→ Required work: Locate each line below that includes "street" and reproduce it.

→ Supplied data:
*-*-*

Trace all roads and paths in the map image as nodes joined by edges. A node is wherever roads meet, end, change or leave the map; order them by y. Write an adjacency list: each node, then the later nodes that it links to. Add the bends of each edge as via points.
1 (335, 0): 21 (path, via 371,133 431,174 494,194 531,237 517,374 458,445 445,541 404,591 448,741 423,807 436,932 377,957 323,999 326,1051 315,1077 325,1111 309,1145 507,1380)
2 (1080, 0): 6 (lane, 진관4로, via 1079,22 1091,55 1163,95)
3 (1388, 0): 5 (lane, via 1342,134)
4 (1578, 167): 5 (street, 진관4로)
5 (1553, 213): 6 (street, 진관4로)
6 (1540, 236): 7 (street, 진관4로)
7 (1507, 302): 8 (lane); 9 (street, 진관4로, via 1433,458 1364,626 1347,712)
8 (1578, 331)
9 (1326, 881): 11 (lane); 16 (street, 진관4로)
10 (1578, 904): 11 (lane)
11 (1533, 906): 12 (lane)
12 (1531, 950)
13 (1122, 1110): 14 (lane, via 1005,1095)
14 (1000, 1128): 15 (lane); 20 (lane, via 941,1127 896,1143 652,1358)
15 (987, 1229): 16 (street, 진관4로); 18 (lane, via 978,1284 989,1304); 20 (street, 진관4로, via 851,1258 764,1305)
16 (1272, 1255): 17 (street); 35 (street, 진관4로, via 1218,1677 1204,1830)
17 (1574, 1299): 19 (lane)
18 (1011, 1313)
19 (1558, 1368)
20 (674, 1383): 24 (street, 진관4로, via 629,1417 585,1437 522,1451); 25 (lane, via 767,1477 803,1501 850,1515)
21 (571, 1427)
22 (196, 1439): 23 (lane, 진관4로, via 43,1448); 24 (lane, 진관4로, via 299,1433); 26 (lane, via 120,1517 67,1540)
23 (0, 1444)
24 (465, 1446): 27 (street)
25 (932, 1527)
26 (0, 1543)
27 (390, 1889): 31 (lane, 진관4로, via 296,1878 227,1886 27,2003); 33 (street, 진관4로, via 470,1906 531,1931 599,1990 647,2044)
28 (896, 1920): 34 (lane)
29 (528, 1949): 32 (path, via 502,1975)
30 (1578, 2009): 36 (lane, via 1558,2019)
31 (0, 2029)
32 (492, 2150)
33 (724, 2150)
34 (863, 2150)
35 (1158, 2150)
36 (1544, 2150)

*-*-*

→ Response:
4 (1578, 167): 5 (street, 진관4로)
5 (1553, 213): 6 (street, 진관4로)
6 (1540, 236): 7 (street, 진관4로)
7 (1507, 302): 8 (lane); 9 (street, 진관4로, via 1433,458 1364,626 1347,712)
9 (1326, 881): 11 (lane); 16 (street, 진관4로)
15 (987, 1229): 16 (street, 진관4로); 18 (lane, via 978,1284 989,1304); 20 (street, 진관4로, via 851,1258 764,1305)
16 (1272, 1255): 17 (street); 35 (street, 진관4로, via 1218,1677 1204,1830)
20 (674, 1383): 24 (street, 진관4로, via 629,1417 585,1437 522,1451); 25 (lane, via 767,1477 803,1501 850,1515)
24 (465, 1446): 27 (street)
27 (390, 1889): 31 (lane, 진관4로, via 296,1878 227,1886 27,2003); 33 (street, 진관4로, via 470,1906 531,1931 599,1990 647,2044)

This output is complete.